Work to be completed => Print the records exactly as given.

Saved entries
--- START ---

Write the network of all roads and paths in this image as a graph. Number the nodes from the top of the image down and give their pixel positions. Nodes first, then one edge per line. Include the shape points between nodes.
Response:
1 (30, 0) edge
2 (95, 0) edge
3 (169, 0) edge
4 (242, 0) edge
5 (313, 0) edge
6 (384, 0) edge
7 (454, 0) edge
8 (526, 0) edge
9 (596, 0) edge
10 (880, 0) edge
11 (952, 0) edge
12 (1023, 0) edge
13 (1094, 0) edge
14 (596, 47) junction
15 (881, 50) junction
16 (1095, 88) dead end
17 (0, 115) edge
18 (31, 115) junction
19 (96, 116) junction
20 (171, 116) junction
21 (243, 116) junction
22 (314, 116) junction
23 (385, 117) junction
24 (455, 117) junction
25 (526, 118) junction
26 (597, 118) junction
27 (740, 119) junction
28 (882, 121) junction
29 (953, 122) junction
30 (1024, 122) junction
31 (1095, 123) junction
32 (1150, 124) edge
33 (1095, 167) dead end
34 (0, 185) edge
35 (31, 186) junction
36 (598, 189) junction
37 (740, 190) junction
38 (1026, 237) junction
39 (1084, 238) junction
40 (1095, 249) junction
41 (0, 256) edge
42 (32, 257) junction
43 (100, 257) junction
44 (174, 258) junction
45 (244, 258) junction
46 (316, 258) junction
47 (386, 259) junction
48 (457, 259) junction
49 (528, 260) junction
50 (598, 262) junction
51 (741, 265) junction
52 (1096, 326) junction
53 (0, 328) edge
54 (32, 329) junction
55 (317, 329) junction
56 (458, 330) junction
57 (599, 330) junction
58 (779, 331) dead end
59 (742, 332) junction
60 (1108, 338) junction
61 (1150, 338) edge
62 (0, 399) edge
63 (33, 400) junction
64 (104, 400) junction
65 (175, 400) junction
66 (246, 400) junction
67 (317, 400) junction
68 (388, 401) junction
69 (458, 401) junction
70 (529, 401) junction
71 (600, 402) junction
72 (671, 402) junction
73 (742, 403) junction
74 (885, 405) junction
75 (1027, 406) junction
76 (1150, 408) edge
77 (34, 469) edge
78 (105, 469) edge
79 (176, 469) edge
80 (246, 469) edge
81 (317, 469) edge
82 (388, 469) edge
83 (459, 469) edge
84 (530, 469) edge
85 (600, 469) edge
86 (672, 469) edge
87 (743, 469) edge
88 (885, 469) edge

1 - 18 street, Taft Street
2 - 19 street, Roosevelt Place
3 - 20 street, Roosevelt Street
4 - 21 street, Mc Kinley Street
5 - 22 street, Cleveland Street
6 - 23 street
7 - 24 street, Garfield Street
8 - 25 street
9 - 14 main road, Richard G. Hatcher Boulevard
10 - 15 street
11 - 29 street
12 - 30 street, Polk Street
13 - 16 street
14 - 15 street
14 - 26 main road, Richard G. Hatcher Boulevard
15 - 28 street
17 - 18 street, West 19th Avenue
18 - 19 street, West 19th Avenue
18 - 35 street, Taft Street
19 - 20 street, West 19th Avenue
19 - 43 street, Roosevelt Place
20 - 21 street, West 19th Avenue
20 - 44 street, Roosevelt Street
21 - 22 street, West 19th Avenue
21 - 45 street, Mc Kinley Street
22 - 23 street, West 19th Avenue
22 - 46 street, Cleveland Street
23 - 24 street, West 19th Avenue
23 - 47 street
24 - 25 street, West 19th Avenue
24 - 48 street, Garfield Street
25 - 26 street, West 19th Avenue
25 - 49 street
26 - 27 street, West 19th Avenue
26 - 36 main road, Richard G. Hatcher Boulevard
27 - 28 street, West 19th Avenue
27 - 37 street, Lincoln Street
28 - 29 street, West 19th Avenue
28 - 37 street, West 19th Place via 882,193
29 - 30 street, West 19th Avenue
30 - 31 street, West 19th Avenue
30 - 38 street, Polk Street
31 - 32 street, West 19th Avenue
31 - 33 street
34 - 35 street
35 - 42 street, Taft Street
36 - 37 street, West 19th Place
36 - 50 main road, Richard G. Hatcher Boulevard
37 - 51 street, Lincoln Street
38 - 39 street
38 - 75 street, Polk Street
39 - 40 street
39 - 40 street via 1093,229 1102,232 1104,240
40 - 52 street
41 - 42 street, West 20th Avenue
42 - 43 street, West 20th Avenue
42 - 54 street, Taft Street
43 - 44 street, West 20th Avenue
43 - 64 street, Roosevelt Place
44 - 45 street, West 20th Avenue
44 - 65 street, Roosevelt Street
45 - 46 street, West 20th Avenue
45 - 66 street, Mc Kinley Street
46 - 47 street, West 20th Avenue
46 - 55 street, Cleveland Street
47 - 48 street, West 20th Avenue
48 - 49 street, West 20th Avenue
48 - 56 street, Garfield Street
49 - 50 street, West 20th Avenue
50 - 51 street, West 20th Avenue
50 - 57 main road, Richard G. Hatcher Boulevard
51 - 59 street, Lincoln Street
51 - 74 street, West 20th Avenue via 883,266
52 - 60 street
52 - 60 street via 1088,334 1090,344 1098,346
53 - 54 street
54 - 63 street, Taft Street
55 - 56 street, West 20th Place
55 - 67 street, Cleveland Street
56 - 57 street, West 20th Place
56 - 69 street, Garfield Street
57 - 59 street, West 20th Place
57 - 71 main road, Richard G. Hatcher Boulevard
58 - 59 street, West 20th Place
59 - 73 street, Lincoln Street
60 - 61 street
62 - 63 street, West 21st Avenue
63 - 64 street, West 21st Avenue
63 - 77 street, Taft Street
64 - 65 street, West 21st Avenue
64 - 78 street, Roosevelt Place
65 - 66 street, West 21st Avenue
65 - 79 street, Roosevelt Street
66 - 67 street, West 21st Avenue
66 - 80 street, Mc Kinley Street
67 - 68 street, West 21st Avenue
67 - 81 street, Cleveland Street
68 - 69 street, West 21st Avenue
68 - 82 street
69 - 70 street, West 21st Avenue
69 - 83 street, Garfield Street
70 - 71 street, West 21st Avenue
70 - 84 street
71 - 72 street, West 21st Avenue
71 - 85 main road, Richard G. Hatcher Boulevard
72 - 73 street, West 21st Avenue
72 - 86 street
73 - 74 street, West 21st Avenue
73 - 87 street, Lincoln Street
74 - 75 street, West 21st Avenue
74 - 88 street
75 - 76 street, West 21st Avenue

--- END ---

Answer space =>
Write the network of all roads and paths in this image as a graph. Number the nodes from the top of the image down and give their pixel positions. Nodes first, then one edge per line. Include the shape points between nodes.
Response:
1 (30, 0) edge
2 (95, 0) edge
3 (169, 0) edge
4 (242, 0) edge
5 (313, 0) edge
6 (384, 0) edge
7 (454, 0) edge
8 (526, 0) edge
9 (596, 0) edge
10 (880, 0) edge
11 (952, 0) edge
12 (1023, 0) edge
13 (1094, 0) edge
14 (596, 47) junction
15 (881, 50) junction
16 (1095, 88) dead end
17 (0, 115) edge
18 (31, 115) junction
19 (96, 116) junction
20 (171, 116) junction
21 (243, 116) junction
22 (314, 116) junction
23 (385, 117) junction
24 (455, 117) junction
25 (526, 118) junction
26 (597, 118) junction
27 (740, 119) junction
28 (882, 121) junction
29 (953, 122) junction
30 (1024, 122) junction
31 (1095, 123) junction
32 (1150, 124) edge
33 (1095, 167) dead end
34 (0, 185) edge
35 (31, 186) junction
36 (598, 189) junction
37 (740, 190) junction
38 (1026, 237) junction
39 (1084, 238) junction
40 (1095, 249) junction
41 (0, 256) edge
42 (32, 257) junction
43 (100, 257) junction
44 (174, 258) junction
45 (244, 258) junction
46 (316, 258) junction
47 (386, 259) junction
48 (457, 259) junction
49 (528, 260) junction
50 (598, 262) junction
51 (741, 265) junction
52 (1096, 326) junction
53 (0, 328) edge
54 (32, 329) junction
55 (317, 329) junction
56 (458, 330) junction
57 (599, 330) junction
58 (779, 331) dead end
59 (742, 332) junction
60 (1108, 338) junction
61 (1150, 338) edge
62 (0, 399) edge
63 (33, 400) junction
64 (104, 400) junction
65 (175, 400) junction
66 (246, 400) junction
67 (317, 400) junction
68 (388, 401) junction
69 (458, 401) junction
70 (529, 401) junction
71 (600, 402) junction
72 (671, 402) junction
73 (742, 403) junction
74 (885, 405) junction
75 (1027, 406) junction
76 (1150, 408) edge
77 (34, 469) edge
78 (105, 469) edge
79 (176, 469) edge
80 (246, 469) edge
81 (317, 469) edge
82 (388, 469) edge
83 (459, 469) edge
84 (530, 469) edge
85 (600, 469) edge
86 (672, 469) edge
87 (743, 469) edge
88 (885, 469) edge

1 - 18 street, Taft Street
2 - 19 street, Roosevelt Place
3 - 20 street, Roosevelt Street
4 - 21 street, Mc Kinley Street
5 - 22 street, Cleveland Street
6 - 23 street
7 - 24 street, Garfield Street
8 - 25 street
9 - 14 main road, Richard G. Hatcher Boulevard
10 - 15 street
11 - 29 street
12 - 30 street, Polk Street
13 - 16 street
14 - 15 street
14 - 26 main road, Richard G. Hatcher Boulevard
15 - 28 street
17 - 18 street, West 19th Avenue
18 - 19 street, West 19th Avenue
18 - 35 street, Taft Street
19 - 20 street, West 19th Avenue
19 - 43 street, Roosevelt Place
20 - 21 street, West 19th Avenue
20 - 44 street, Roosevelt Street
21 - 22 street, West 19th Avenue
21 - 45 street, Mc Kinley Street
22 - 23 street, West 19th Avenue
22 - 46 street, Cleveland Street
23 - 24 street, West 19th Avenue
23 - 47 street
24 - 25 street, West 19th Avenue
24 - 48 street, Garfield Street
25 - 26 street, West 19th Avenue
25 - 49 street
26 - 27 street, West 19th Avenue
26 - 36 main road, Richard G. Hatcher Boulevard
27 - 28 street, West 19th Avenue
27 - 37 street, Lincoln Street
28 - 29 street, West 19th Avenue
28 - 37 street, West 19th Place via 882,193
29 - 30 street, West 19th Avenue
30 - 31 street, West 19th Avenue
30 - 38 street, Polk Street
31 - 32 street, West 19th Avenue
31 - 33 street
34 - 35 street
35 - 42 street, Taft Street
36 - 37 street, West 19th Place
36 - 50 main road, Richard G. Hatcher Boulevard
37 - 51 street, Lincoln Street
38 - 39 street
38 - 75 street, Polk Street
39 - 40 street
39 - 40 street via 1093,229 1102,232 1104,240
40 - 52 street
41 - 42 street, West 20th Avenue
42 - 43 street, West 20th Avenue
42 - 54 street, Taft Street
43 - 44 street, West 20th Avenue
43 - 64 street, Roosevelt Place
44 - 45 street, West 20th Avenue
44 - 65 street, Roosevelt Street
45 - 46 street, West 20th Avenue
45 - 66 street, Mc Kinley Street
46 - 47 street, West 20th Avenue
46 - 55 street, Cleveland Street
47 - 48 street, West 20th Avenue
48 - 49 street, West 20th Avenue
48 - 56 street, Garfield Street
49 - 50 street, West 20th Avenue
50 - 51 street, West 20th Avenue
50 - 57 main road, Richard G. Hatcher Boulevard
51 - 59 street, Lincoln Street
51 - 74 street, West 20th Avenue via 883,266
52 - 60 street
52 - 60 street via 1088,334 1090,344 1098,346
53 - 54 street
54 - 63 street, Taft Street
55 - 56 street, West 20th Place
55 - 67 street, Cleveland Street
56 - 57 street, West 20th Place
56 - 69 street, Garfield Street
57 - 59 street, West 20th Place
57 - 71 main road, Richard G. Hatcher Boulevard
58 - 59 street, West 20th Place
59 - 73 street, Lincoln Street
60 - 61 street
62 - 63 street, West 21st Avenue
63 - 64 street, West 21st Avenue
63 - 77 street, Taft Street
64 - 65 street, West 21st Avenue
64 - 78 street, Roosevelt Place
65 - 66 street, West 21st Avenue
65 - 79 street, Roosevelt Street
66 - 67 street, West 21st Avenue
66 - 80 street, Mc Kinley Street
67 - 68 street, West 21st Avenue
67 - 81 street, Cleveland Street
68 - 69 street, West 21st Avenue
68 - 82 street
69 - 70 street, West 21st Avenue
69 - 83 street, Garfield Street
70 - 71 street, West 21st Avenue
70 - 84 street
71 - 72 street, West 21st Avenue
71 - 85 main road, Richard G. Hatcher Boulevard
72 - 73 street, West 21st Avenue
72 - 86 street
73 - 74 street, West 21st Avenue
73 - 87 street, Lincoln Street
74 - 75 street, West 21st Avenue
74 - 88 street
75 - 76 street, West 21st Avenue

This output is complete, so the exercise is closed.